В отличие от празднования 850-летия Москвы, Первый Санкт-Петербургский карнавал не был инициирован городским правительством и не управлялся сверху. В старых добрых традициях ленинградской неофициальной культуры событие было спонсировано «Театром в архитектурных интерьерах», подпольным театром, который начал свои перформансы в 1970‑е годы и так и не получил какого-либо официального статуса в советское время. Карнавал не стоил миллион долларов, и для него не пришлось разгонять облака; вместо спецэффектов использовался естественный свет.
Карнавал не просто воспроизводил знакомые мифы из городского прошлого — о Медном всаднике и маленьком человеке, о жадной до любви императрице и святой блуднице, о вожде пролетариата и царе-мастеровом; он включил в себя культуру ленинградского андеграунда 1960–1980‑х годов и неофициальную тусовку современного искусства. Особый ритуал прославлял легендарное и выдающееся кафе «Сайгон», завсегдатаями которого были поэты, диссиденты, алкаши, агенты КГБ и случайные прохожие. Олимпийские игры 2004 года, для которых так и не был выбран Петербург, что умерило пыл города, заполнили городские улицы, символически выраженные в огромном пироге — не том «пироге, что в небе»[328], а в том, который мог попробовать любой горожанин.
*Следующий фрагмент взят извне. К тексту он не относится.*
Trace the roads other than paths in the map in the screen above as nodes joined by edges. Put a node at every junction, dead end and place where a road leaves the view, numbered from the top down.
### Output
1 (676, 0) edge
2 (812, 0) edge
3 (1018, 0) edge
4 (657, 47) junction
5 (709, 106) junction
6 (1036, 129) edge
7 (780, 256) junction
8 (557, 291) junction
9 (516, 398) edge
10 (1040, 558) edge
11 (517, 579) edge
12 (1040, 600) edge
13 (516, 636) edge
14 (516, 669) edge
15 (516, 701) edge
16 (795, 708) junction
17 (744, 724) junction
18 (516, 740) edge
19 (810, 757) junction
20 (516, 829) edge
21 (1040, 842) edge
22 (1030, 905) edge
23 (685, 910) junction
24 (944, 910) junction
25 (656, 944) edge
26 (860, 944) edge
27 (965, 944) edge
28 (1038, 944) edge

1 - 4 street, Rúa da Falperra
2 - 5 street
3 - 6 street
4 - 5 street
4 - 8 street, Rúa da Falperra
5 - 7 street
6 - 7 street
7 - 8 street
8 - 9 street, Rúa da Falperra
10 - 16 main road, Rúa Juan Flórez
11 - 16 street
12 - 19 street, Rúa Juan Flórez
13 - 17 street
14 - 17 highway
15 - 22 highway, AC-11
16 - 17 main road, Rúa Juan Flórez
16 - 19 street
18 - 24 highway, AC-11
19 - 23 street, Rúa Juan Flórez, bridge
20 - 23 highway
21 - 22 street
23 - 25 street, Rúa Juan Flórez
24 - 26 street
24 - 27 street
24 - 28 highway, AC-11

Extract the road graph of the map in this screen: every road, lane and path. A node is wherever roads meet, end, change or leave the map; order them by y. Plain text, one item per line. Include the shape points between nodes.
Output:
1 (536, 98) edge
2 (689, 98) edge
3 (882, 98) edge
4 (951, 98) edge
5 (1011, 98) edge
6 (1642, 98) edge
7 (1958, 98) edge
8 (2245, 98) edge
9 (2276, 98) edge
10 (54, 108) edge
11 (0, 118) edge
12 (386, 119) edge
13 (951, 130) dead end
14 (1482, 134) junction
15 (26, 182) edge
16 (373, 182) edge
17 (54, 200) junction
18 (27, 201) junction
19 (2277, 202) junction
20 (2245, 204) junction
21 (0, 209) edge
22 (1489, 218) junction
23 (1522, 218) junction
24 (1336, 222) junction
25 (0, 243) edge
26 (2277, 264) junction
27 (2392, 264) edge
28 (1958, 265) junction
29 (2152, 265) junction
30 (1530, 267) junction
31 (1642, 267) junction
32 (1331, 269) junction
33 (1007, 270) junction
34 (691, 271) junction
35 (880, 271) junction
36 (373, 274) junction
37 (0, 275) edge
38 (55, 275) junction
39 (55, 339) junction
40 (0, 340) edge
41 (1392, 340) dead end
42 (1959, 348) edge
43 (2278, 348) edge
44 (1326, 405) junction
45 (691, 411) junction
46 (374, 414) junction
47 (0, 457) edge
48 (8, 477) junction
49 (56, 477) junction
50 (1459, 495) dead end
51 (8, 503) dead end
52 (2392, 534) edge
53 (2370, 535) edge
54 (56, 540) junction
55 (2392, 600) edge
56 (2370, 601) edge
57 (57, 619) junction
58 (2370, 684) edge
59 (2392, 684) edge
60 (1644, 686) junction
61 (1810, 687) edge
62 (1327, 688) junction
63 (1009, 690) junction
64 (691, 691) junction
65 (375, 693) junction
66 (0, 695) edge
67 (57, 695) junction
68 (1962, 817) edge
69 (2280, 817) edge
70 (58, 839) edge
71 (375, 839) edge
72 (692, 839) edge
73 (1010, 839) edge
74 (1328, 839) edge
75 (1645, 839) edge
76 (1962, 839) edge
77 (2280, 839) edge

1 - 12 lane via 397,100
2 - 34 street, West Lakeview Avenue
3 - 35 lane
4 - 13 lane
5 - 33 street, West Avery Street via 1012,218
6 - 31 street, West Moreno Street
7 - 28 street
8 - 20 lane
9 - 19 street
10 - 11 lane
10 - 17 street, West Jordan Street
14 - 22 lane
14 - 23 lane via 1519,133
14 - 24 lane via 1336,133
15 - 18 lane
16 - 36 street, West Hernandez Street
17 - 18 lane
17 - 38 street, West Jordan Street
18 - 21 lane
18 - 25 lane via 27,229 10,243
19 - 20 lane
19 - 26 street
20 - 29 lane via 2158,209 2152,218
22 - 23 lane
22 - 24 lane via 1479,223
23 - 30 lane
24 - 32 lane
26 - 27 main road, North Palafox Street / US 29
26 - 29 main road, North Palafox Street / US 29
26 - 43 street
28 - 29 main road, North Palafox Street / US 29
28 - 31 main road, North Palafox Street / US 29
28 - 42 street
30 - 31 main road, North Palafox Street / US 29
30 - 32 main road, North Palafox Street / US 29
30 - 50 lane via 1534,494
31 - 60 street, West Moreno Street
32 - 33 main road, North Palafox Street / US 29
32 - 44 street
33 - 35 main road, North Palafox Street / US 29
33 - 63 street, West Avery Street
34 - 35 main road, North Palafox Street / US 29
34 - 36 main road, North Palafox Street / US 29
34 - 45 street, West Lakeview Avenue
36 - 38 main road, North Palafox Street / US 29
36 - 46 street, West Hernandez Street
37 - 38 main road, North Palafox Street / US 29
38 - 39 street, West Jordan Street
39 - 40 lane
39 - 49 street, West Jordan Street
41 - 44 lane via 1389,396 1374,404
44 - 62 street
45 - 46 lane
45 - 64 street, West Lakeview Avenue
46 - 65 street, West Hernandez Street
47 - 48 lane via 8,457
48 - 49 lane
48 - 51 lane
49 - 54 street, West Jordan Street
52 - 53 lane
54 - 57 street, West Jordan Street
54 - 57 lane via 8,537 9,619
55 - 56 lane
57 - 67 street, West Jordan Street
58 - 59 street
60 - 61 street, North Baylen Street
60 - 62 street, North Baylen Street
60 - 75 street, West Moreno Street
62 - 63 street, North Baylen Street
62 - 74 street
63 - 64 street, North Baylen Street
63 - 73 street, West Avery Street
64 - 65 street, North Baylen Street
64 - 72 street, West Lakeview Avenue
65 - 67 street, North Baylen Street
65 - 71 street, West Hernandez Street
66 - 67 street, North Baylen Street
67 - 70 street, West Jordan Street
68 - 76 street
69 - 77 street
Организаторы карнавала театральный режиссер Николай Беляк и дизайнер и художник Марк Борнштейн дирижировали необыкновенным ритуалом коллективного действа — город стал очеловеченным и антропоморфным[329]. Актеры и обычные горожане были одеты в костюмы городских памятников, сошедших со своих пьедесталов, чтобы поучаствовать в городской пьесе-мистерии. Памятник Екатерине Великой вытанцовывал в образе городской сумасшедшей с марионетками-любовниками, взбирающимися по ее юбкам. Адмиралтейство, представленное актером в шпилевидном головном уборе, гордо маршировало на больших ходулях и являло собой красноносого, пьющего запоем морского капитана. Новая Голландия (район города, окруженный каналами) прогуливалась с душком, характерным для романтической портовой шлюхи. Жителям Санкт-Петербурга предлагалось носить городские фасады словно модные новинки, чтобы вывернуть наизнанку их внутренний и внешний облик и исследовать отношения между архитектурой и телом. Имя театра на русском языке — Интерьерный — то есть «театр внутренней обстановки». Здесь городской «экстерьер» становится театральным интерьером, который обеспечивал уединенную медитацию между культурными формами прошлой и современной жизни его обитателей.
Организация карнавала сама по себе была захватывающей интригой, так как городские власти и новый мэр Яковлев отказались перекрывать автомобильное движение для карнавальной процессии и сотрудничать с организаторами, отдав предпочтение рекламному фестивалю «Made in Finland». Все же, как сообщили петербургские газеты, природа была на стороне карнавала. Карнавальная ночь была прекрасной; дружинники разделяли общий настрой петербуржцев и не донимали людей, одетых в костюмы городской архитектуры. Здесь не было ни «вождей», ни банды. Поэт Кривулин[330] отметил, что карнавал дал шанс поиграть с политическими и культурными проблемами в первый раз после гласности. Несмотря на катастрофическое состояние города, его устрашающая печальная красота, быть может, является его «последним природным ресурсом»[331].
Несомненно, культура стала петербургским «природным ресурсом». Даже карнавал здесь не про дионисийское освобождение от культурных привязок, но скорее про то, чтобы модно одеться в стиле городского памятника. Петербуржцы любят быть искусными и ценят искусственность. Карнавал здесь был не явлением праздничного, описанного русским теоретиком карнавала, Михаилом Бахтиным, даже притом что он основывался на гротеске и разнообразных традициях городской смеховой культуры. Режиссер утверждал, что он не был заинтересован исключительно в гипертрофии телесности, но также в антропоморфной архитектуре. Карнавал был празднованием «гражданского городского единства»: при отсутствии финансовой поддержки городу приходится уповать на альтернативную медицину и арт-терапию.